◆ TRY IT ◆
Repeat the whole listing, keeping every word and every line intact.

◆ MATERIAL PROVIDED ◆
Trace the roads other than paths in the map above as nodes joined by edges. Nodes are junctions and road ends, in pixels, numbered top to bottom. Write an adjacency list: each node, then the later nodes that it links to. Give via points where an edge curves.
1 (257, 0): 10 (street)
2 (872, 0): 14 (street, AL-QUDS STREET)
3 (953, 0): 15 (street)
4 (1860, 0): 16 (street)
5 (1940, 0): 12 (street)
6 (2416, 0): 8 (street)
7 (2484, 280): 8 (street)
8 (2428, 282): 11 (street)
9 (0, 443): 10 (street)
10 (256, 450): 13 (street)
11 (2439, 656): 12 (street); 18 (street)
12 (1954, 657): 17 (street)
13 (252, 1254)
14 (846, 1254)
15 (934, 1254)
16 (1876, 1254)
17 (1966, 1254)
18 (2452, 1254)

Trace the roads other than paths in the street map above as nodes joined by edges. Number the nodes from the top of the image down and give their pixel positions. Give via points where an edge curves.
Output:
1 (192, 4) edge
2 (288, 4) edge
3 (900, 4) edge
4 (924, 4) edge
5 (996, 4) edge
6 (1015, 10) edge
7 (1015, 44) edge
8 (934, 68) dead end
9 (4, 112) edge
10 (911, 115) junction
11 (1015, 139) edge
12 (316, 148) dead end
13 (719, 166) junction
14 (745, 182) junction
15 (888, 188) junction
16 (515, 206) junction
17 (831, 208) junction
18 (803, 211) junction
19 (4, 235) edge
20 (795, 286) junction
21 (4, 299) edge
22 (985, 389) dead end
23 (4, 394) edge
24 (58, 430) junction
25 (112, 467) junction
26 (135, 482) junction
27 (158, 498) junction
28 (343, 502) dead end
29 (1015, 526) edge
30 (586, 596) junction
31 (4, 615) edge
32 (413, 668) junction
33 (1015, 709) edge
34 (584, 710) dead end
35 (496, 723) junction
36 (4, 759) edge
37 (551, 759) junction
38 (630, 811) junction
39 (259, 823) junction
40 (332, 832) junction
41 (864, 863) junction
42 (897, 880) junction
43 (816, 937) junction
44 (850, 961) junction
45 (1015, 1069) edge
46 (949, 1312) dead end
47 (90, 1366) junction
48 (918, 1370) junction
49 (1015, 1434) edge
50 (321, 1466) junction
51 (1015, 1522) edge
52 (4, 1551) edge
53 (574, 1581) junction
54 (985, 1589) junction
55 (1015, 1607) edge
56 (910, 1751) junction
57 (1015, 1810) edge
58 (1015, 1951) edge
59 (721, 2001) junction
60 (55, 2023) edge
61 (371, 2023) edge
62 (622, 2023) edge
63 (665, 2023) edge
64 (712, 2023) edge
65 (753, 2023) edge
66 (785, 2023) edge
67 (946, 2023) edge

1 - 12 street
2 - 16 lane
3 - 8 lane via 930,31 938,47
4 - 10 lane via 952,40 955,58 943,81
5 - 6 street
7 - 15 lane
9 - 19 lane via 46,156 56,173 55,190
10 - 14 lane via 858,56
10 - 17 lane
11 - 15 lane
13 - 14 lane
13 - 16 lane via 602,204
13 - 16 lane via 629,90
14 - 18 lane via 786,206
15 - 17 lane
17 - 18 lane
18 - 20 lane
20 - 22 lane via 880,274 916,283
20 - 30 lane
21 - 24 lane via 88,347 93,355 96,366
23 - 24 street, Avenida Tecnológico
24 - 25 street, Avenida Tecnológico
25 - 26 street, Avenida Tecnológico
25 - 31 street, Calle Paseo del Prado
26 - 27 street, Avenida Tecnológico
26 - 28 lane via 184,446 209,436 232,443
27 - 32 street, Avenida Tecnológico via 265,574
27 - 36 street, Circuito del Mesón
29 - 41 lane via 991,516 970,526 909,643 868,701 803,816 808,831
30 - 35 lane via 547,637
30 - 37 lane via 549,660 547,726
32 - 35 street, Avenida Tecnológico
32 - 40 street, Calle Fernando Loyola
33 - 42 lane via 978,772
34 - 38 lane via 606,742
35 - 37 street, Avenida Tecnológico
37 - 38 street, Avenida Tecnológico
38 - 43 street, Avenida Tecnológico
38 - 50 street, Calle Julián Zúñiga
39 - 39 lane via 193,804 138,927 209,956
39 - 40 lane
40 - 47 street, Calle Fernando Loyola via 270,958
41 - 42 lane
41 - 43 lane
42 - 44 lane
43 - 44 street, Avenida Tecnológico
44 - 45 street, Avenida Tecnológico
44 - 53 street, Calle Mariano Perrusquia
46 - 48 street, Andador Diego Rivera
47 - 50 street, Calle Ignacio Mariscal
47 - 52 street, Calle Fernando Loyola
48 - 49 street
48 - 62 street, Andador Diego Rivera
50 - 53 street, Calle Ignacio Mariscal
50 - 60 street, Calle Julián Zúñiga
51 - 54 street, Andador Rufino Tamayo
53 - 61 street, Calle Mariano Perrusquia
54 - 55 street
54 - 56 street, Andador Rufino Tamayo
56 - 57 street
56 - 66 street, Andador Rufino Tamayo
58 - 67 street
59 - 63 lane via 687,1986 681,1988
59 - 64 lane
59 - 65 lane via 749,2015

◆ SOLVED PROBLEM ◆
Trace the roads other than paths in the map above as nodes joined by edges. Nodes are junctions and road ends, in pixels, numbered top to bottom. Write an adjacency list: each node, then the later nodes that it links to. Give via points where an edge curves.
1 (257, 0): 10 (street)
2 (872, 0): 14 (street, AL-QUDS STREET)
3 (953, 0): 15 (street)
4 (1860, 0): 16 (street)
5 (1940, 0): 12 (street)
6 (2416, 0): 8 (street)
7 (2484, 280): 8 (street)
8 (2428, 282): 11 (street)
9 (0, 443): 10 (street)
10 (256, 450): 13 (street)
11 (2439, 656): 12 (street); 18 (street)
12 (1954, 657): 17 (street)
13 (252, 1254)
14 (846, 1254)
15 (934, 1254)
16 (1876, 1254)
17 (1966, 1254)
18 (2452, 1254)

Trace the roads other than paths in the street map above as nodes joined by edges. Number the nodes from the top of the image down and give their pixel positions. Give via points where an edge curves.
Output:
1 (192, 4) edge
2 (288, 4) edge
3 (900, 4) edge
4 (924, 4) edge
5 (996, 4) edge
6 (1015, 10) edge
7 (1015, 44) edge
8 (934, 68) dead end
9 (4, 112) edge
10 (911, 115) junction
11 (1015, 139) edge
12 (316, 148) dead end
13 (719, 166) junction
14 (745, 182) junction
15 (888, 188) junction
16 (515, 206) junction
17 (831, 208) junction
18 (803, 211) junction
19 (4, 235) edge
20 (795, 286) junction
21 (4, 299) edge
22 (985, 389) dead end
23 (4, 394) edge
24 (58, 430) junction
25 (112, 467) junction
26 (135, 482) junction
27 (158, 498) junction
28 (343, 502) dead end
29 (1015, 526) edge
30 (586, 596) junction
31 (4, 615) edge
32 (413, 668) junction
33 (1015, 709) edge
34 (584, 710) dead end
35 (496, 723) junction
36 (4, 759) edge
37 (551, 759) junction
38 (630, 811) junction
39 (259, 823) junction
40 (332, 832) junction
41 (864, 863) junction
42 (897, 880) junction
43 (816, 937) junction
44 (850, 961) junction
45 (1015, 1069) edge
46 (949, 1312) dead end
47 (90, 1366) junction
48 (918, 1370) junction
49 (1015, 1434) edge
50 (321, 1466) junction
51 (1015, 1522) edge
52 (4, 1551) edge
53 (574, 1581) junction
54 (985, 1589) junction
55 (1015, 1607) edge
56 (910, 1751) junction
57 (1015, 1810) edge
58 (1015, 1951) edge
59 (721, 2001) junction
60 (55, 2023) edge
61 (371, 2023) edge
62 (622, 2023) edge
63 (665, 2023) edge
64 (712, 2023) edge
65 (753, 2023) edge
66 (785, 2023) edge
67 (946, 2023) edge

1 - 12 street
2 - 16 lane
3 - 8 lane via 930,31 938,47
4 - 10 lane via 952,40 955,58 943,81
5 - 6 street
7 - 15 lane
9 - 19 lane via 46,156 56,173 55,190
10 - 14 lane via 858,56
10 - 17 lane
11 - 15 lane
13 - 14 lane
13 - 16 lane via 602,204
13 - 16 lane via 629,90
14 - 18 lane via 786,206
15 - 17 lane
17 - 18 lane
18 - 20 lane
20 - 22 lane via 880,274 916,283
20 - 30 lane
21 - 24 lane via 88,347 93,355 96,366
23 - 24 street, Avenida Tecnológico
24 - 25 street, Avenida Tecnológico
25 - 26 street, Avenida Tecnológico
25 - 31 street, Calle Paseo del Prado
26 - 27 street, Avenida Tecnológico
26 - 28 lane via 184,446 209,436 232,443
27 - 32 street, Avenida Tecnológico via 265,574
27 - 36 street, Circuito del Mesón
29 - 41 lane via 991,516 970,526 909,643 868,701 803,816 808,831
30 - 35 lane via 547,637
30 - 37 lane via 549,660 547,726
32 - 35 street, Avenida Tecnológico
32 - 40 street, Calle Fernando Loyola
33 - 42 lane via 978,772
34 - 38 lane via 606,742
35 - 37 street, Avenida Tecnológico
37 - 38 street, Avenida Tecnológico
38 - 43 street, Avenida Tecnológico
38 - 50 street, Calle Julián Zúñiga
39 - 39 lane via 193,804 138,927 209,956
39 - 40 lane
40 - 47 street, Calle Fernando Loyola via 270,958
41 - 42 lane
41 - 43 lane
42 - 44 lane
43 - 44 street, Avenida Tecnológico
44 - 45 street, Avenida Tecnológico
44 - 53 street, Calle Mariano Perrusquia
46 - 48 street, Andador Diego Rivera
47 - 50 street, Calle Ignacio Mariscal
47 - 52 street, Calle Fernando Loyola
48 - 49 street
48 - 62 street, Andador Diego Rivera
50 - 53 street, Calle Ignacio Mariscal
50 - 60 street, Calle Julián Zúñiga
51 - 54 street, Andador Rufino Tamayo
53 - 61 street, Calle Mariano Perrusquia
54 - 55 street
54 - 56 street, Andador Rufino Tamayo
56 - 57 street
56 - 66 street, Andador Rufino Tamayo
58 - 67 street
59 - 63 lane via 687,1986 681,1988
59 - 64 lane
59 - 65 lane via 749,2015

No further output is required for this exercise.